Saya percaya, bahwa kita semua tidak membenarkan tindak perilaku kekerasan yang mengakibatkan kematian. Tidak ada kebenaran padanya bagi mereka yang melakukan tindak perilaku kekerasan, apapun itu. Menghormati sesama jenis merupakan kedamaian abadi yang didambakan semua orang, hidup rukun yang penuh harmonisasi dan tidak ada perbedaan kelas sosial adalah cita-cita tertinggi dari kemanusiaan itu sendiri.
Beberapa deretan kasus yang terjadi diseptember sebagai berikut : • Tragedi 1965 G30S • Tragedi Semanggi II 1999 • Tragedi Tanjung Priok 1989 • Pembunuhan Munir Thalib 2004 • Penculikan Salim Kancil • Reformasi dikorupsi jilid II 2019 • Penembekan Mahasiswa Yusuf dan Randy 2019
Diatas beberapa deretan kasus masih menjadi tanda tanya bagi seluruh masyarakat Indonesia dan terkhususnya Mahasiswa. Beberapa peristiwa ini tidak asing lagi bagi kami selaku mahasiswa, karna tentunya hal diatas selalu menjadi topik yang menarik untuk selalu di diskusikan, pasalnya peristiwa-peristiwa ini seperti tidak menemukan titik terang akan terselesaikannya. Sudah sepatutnya negara bertanggung jawab penuh atas kejadian dimasalalu, mengungkap makna yang sebenarnya atas beberapa peristiwa kelam yang menyedihkan ini. Bagaimanapun setiap manusia memiliki HAK atas apa yang telah iya perbuat.
Menutup-nutupi kasus ini sama dengan membesarkan rasa kekecewaan yang mendalam bagi keluarga korban, pasalnya hal ini seolah disembunyikan kebenarannya. Realitanya hampir tiap tahun Diseptember diperingati sebagai bulan yang hitam, kelam diIndonesia. Sepertinya kita masih memiliki bentuk cinta diatas kemanusiaan. Faktanya kita belum bisa beranjak dari peristiwa masalalu yang kelam ini, derita dan rintihan air mata masih mengucur dalam bait-bait perlawanan, karena kebenaran masih ditutupi dalam singgasana kekuasaan.
Paling tidak ada upaya mengenang jiwa para korban yang belum mendapatkan keadilan dan perhatian penuh dari pemerintah dan membuka mata kita kembali diatas beberapa peristiwa kelam ini. Seruan peringatan dimoment September ini jangan dihalangi, hal ini menjadi bentuk protes terhadap penguasa dalam menutup-nutupi kasus yang memuat banyak derita. Bagaimanapun keadilan bagi manusia tidaklah memiliki perbedaan.

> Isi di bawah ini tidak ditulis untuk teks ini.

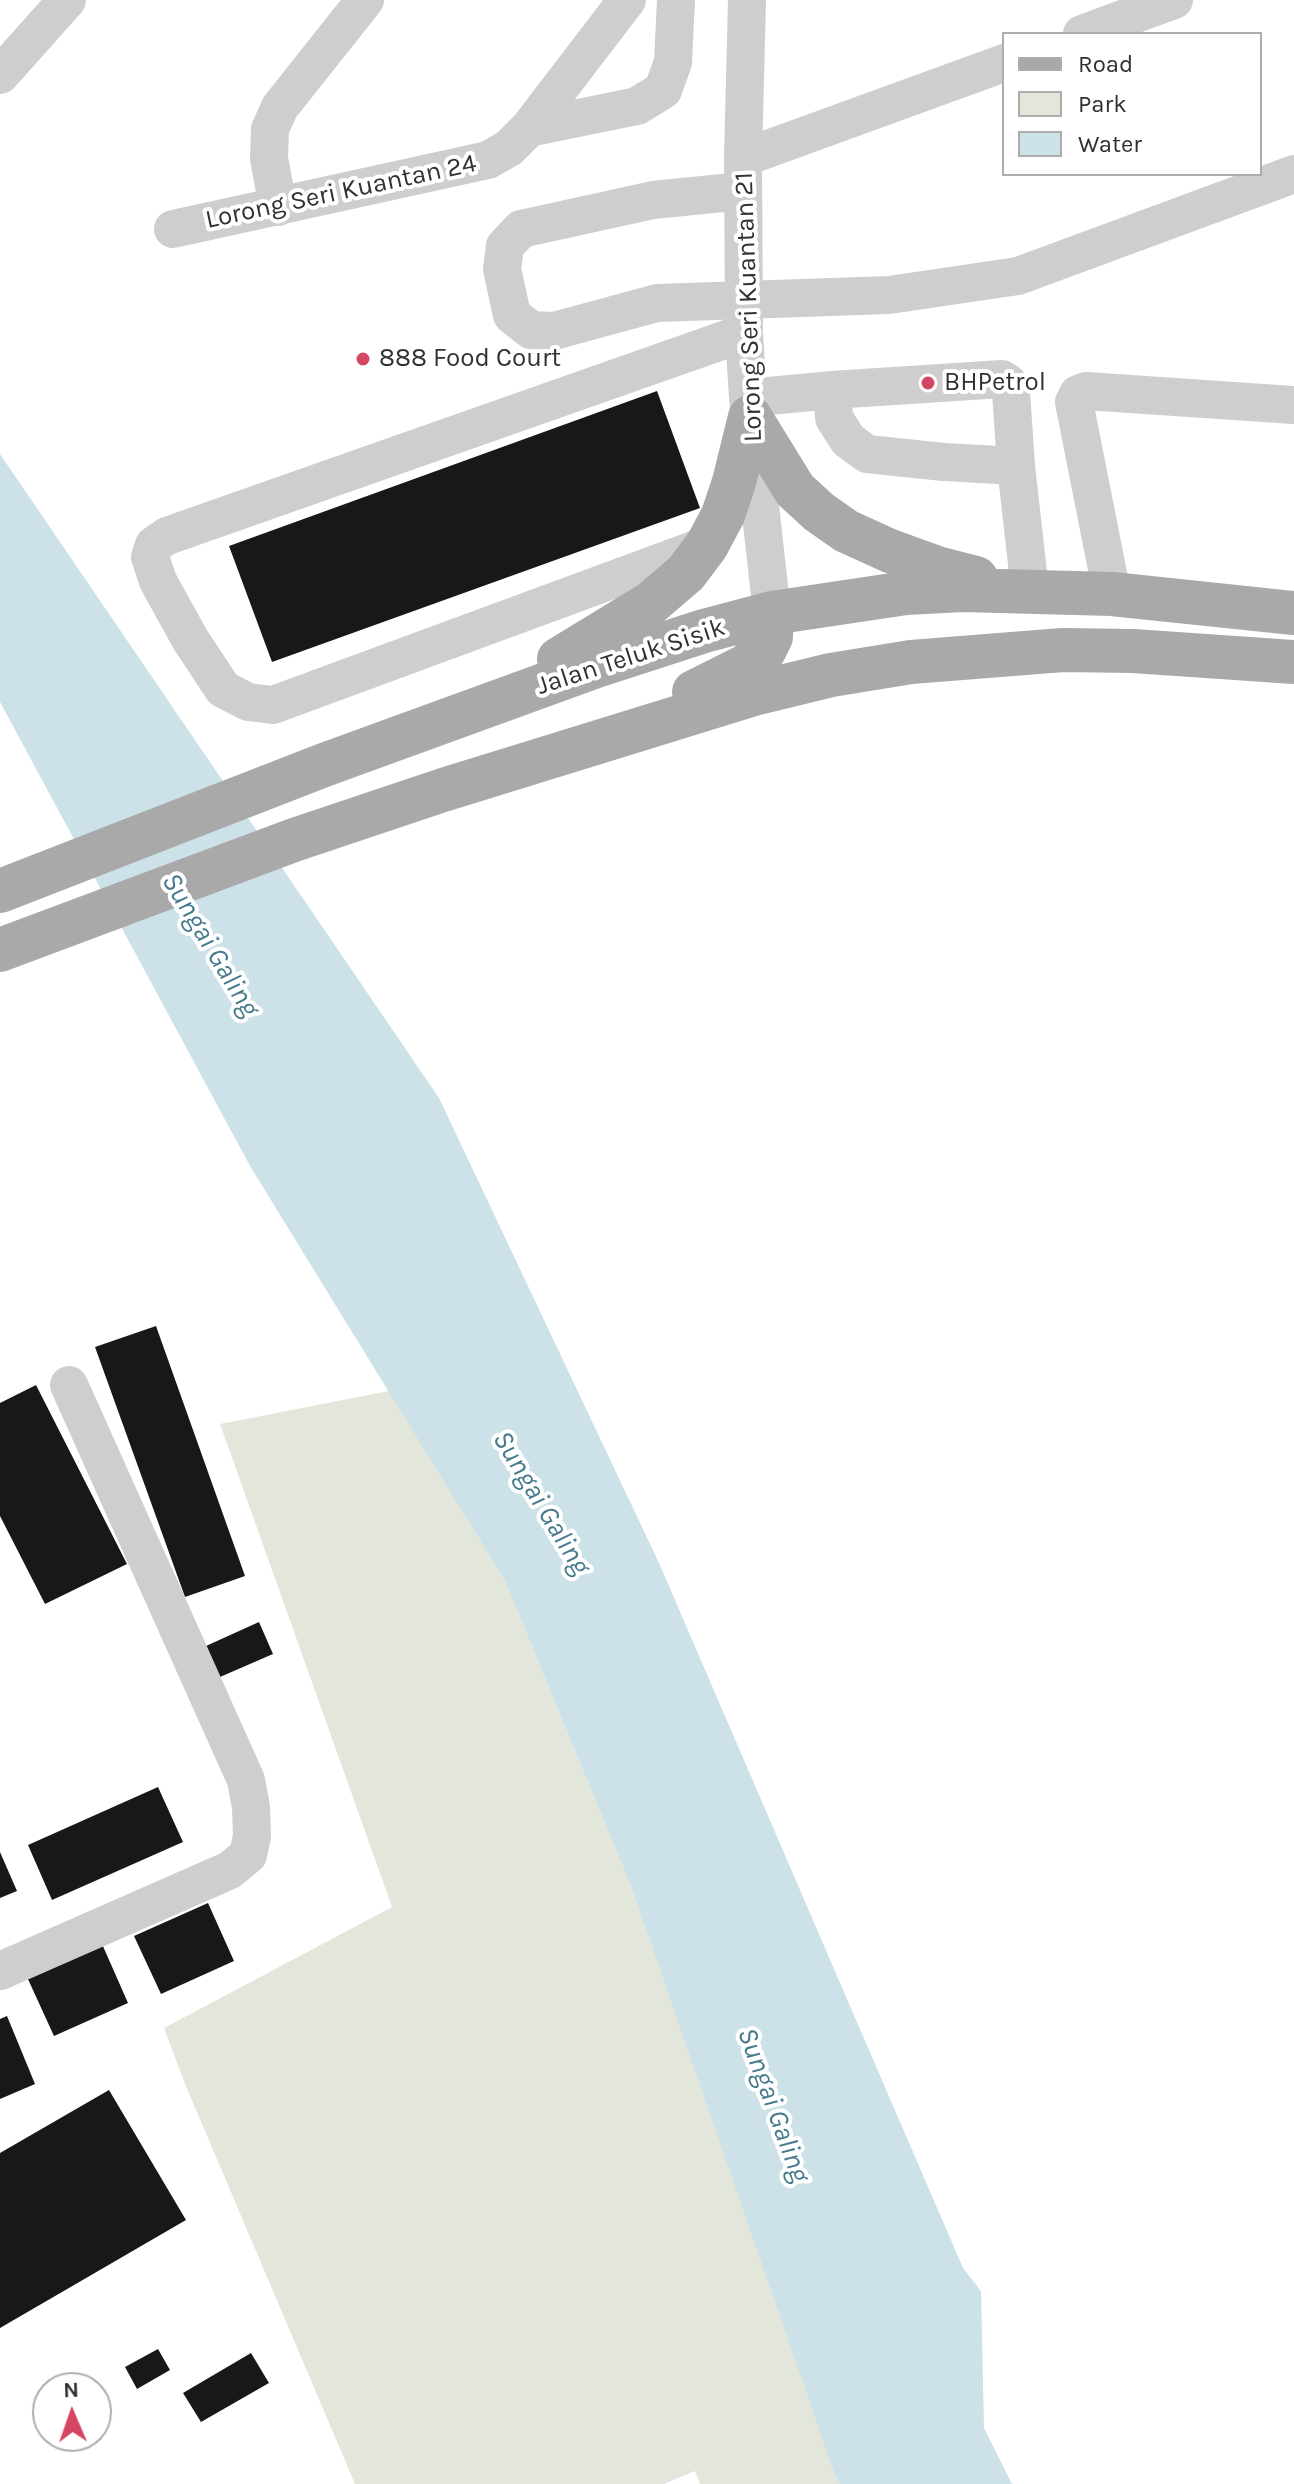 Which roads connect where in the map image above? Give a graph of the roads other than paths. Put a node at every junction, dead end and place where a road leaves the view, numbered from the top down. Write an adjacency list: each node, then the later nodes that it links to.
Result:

Atas segala peristiwa yang terjadi diseptember, adalah sesuatu yang diinginkan untuk terjadi dari para penguasa untuk melancarkan rezim mereka, yang penuh intrik politis dengan mengorbankan banyak jiwa yang tidak bersalah, dan ada juga dari mereka yang berjuang menuntut keadilan malah terimbas kehilangan nyawa atas kepedulian itu, segera kebenaran yang banyak terjadi diseptember harus segera terungkap.